I agree with what I think S. Lott is saying, this is all sales and marketing and management talk. Being the one that management has put between a rock and the hard place then what you need to do is get them to buy the fastest processor and best tools that they are willing to spend based on the colorful pie charts and graphs that you are going to generate from thin air as justification. If near the end of the road it doesnt quite meet performance, then you could return to stackoverflow, but at the same time management will be forced to buy a different toolchain at almost any price or swap processors and respin the board. By then you should know how close to the target you are, we need 1.0 and we are at 1.25 if we buy the processor that is twice as fast as the one we bought we should make it.

Whether or not you can automate these kinds of things or simulate them depends on the tools, sometimes yes, sometimes no. I am not familiar with the tools you are talking about so I cant speak to them directly.

dwelch
A: 

Some notes:

  1. MIPS is often used as a general "capacity" measure for processors, especially in the soft real-time/embedded field where you do want to ensure that you do not overload a processor with work. Note that this IS instructions per second, as the time is very important!
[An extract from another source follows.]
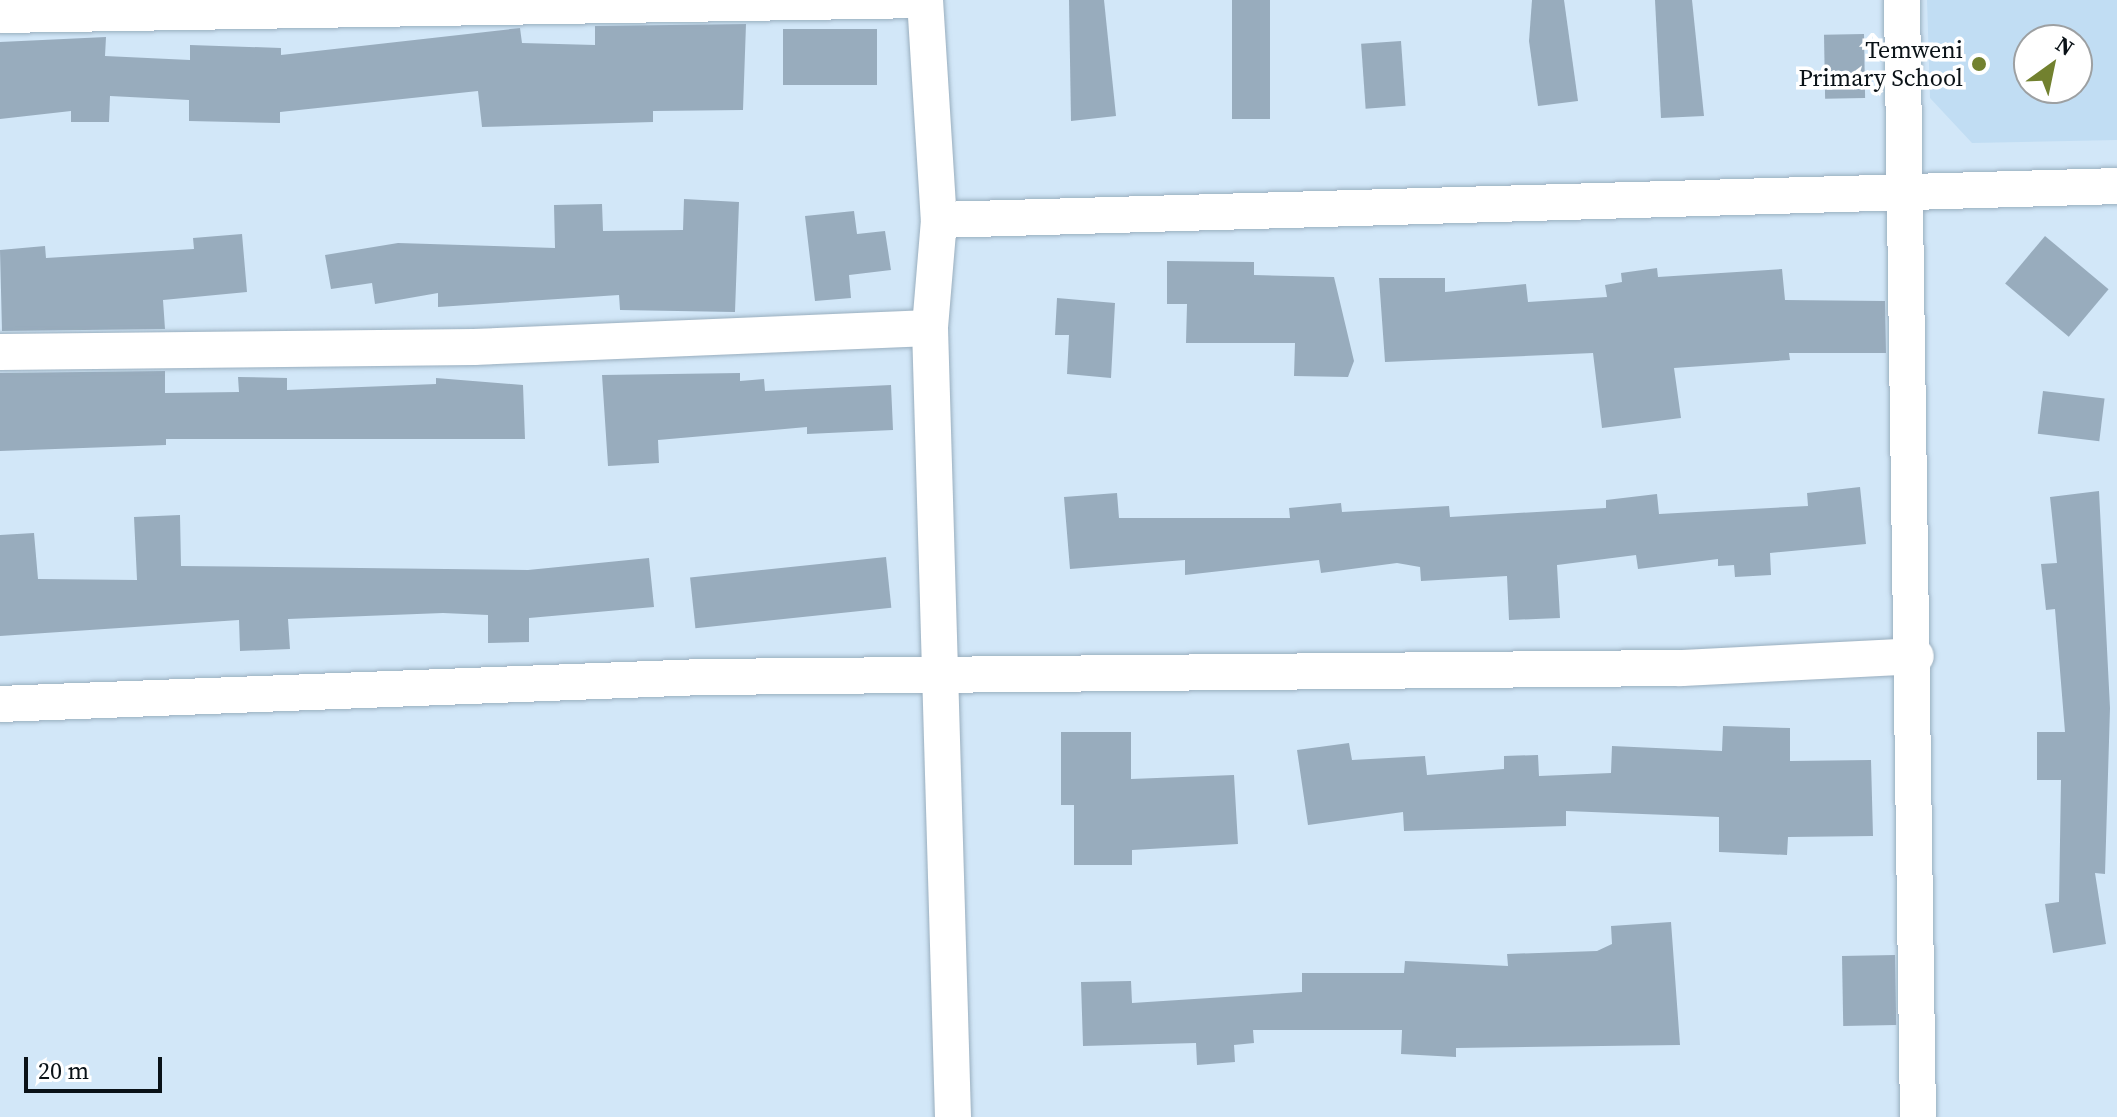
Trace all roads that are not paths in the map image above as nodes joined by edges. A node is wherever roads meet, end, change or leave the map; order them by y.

  2. MIPS used in this fashion is quite unscientific.

  3. MIPS used in this fashion is still often the best approximation there is for sizing a system and determining the speed of the processor. It might well be off by 25%, but never mind...

  4. Counting MIPS requires a processor that is close to what you are using. The right instruction set is obviously crucial, to capture the actual instruction stream from the actual compiler in use.

You cannot in any way approximate this on a PC. You need to bring out one of a few tools to do this right:

  1. Use an instruction-set simulator for the target archicture such as Qemu, ARM's own tools, Synopsys, CoWare, Virtutech, or VaST. These are fast but can count instructions pretty well, and will support the right instruction set. Barring extensive use of expensive instructions like integer divide (and please no floating point), these numbers tend to be usefully close.

  2. Find a clock-cycle accurate simulator for your target processor (or something close), which will give pretty good estimate of pipeline effects etc. Once again, get it from ARM or from Carbon SoCDesigner.

  3. Get a development board for the processor family you are targeting, or an ARM close to it design, and profile the application there. You don't use an ARM9 to profile for an ARM11, but an ARM11 might be a good approximation for an ARM Cortex-A8/A9 for example.